Please write out all of the data below exactly, without including the pictures.

**Given material**

┌──

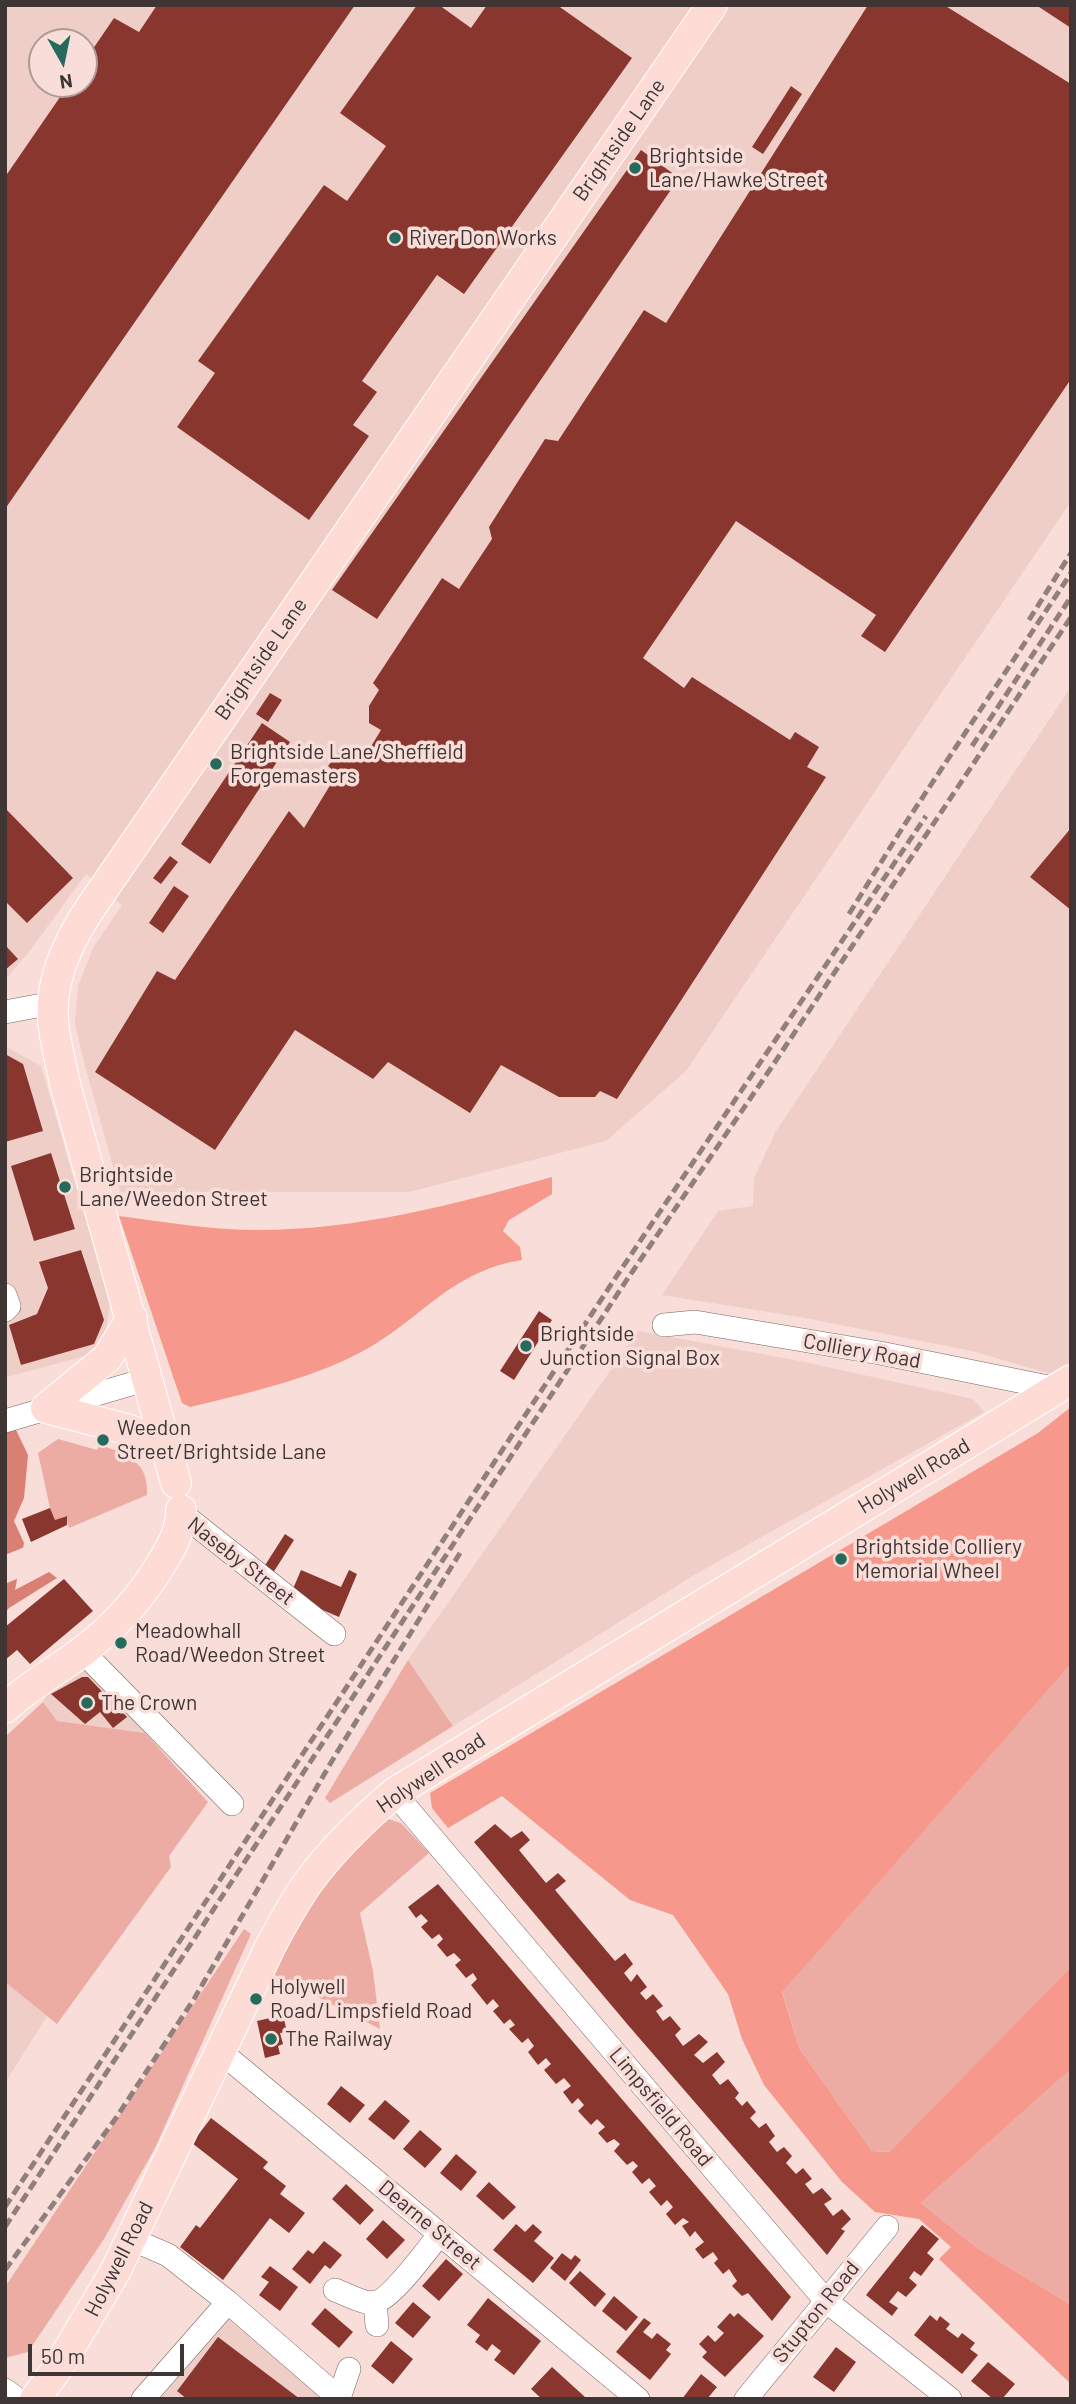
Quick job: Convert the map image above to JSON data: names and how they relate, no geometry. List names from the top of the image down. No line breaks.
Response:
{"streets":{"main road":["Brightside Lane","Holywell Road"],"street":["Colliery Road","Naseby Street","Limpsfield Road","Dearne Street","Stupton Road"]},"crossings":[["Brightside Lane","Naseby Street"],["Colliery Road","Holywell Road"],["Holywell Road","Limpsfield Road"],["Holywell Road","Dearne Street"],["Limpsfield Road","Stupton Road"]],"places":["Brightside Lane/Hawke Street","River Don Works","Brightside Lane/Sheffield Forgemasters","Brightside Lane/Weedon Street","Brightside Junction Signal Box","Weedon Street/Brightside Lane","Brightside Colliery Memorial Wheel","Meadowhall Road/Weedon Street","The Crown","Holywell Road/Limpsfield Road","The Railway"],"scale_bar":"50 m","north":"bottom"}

└──

**Reply to the exercise**
Quick job: Convert the map image above to JSON data: names and how they relate, no geometry. List names from the top of the image down. No line breaks.
Response:
{"streets":{"main road":["Brightside Lane","Holywell Road"],"street":["Colliery Road","Naseby Street","Limpsfield Road","Dearne Street","Stupton Road"]},"crossings":[["Brightside Lane","Naseby Street"],["Colliery Road","Holywell Road"],["Holywell Road","Limpsfield Road"],["Holywell Road","Dearne Street"],["Limpsfield Road","Stupton Road"]],"places":["Brightside Lane/Hawke Street","River Don Works","Brightside Lane/Sheffield Forgemasters","Brightside Lane/Weedon Street","Brightside Junction Signal Box","Weedon Street/Brightside Lane","Brightside Colliery Memorial Wheel","Meadowhall Road/Weedon Street","The Crown","Holywell Road/Limpsfield Road","The Railway"],"scale_bar":"50 m","north":"bottom"}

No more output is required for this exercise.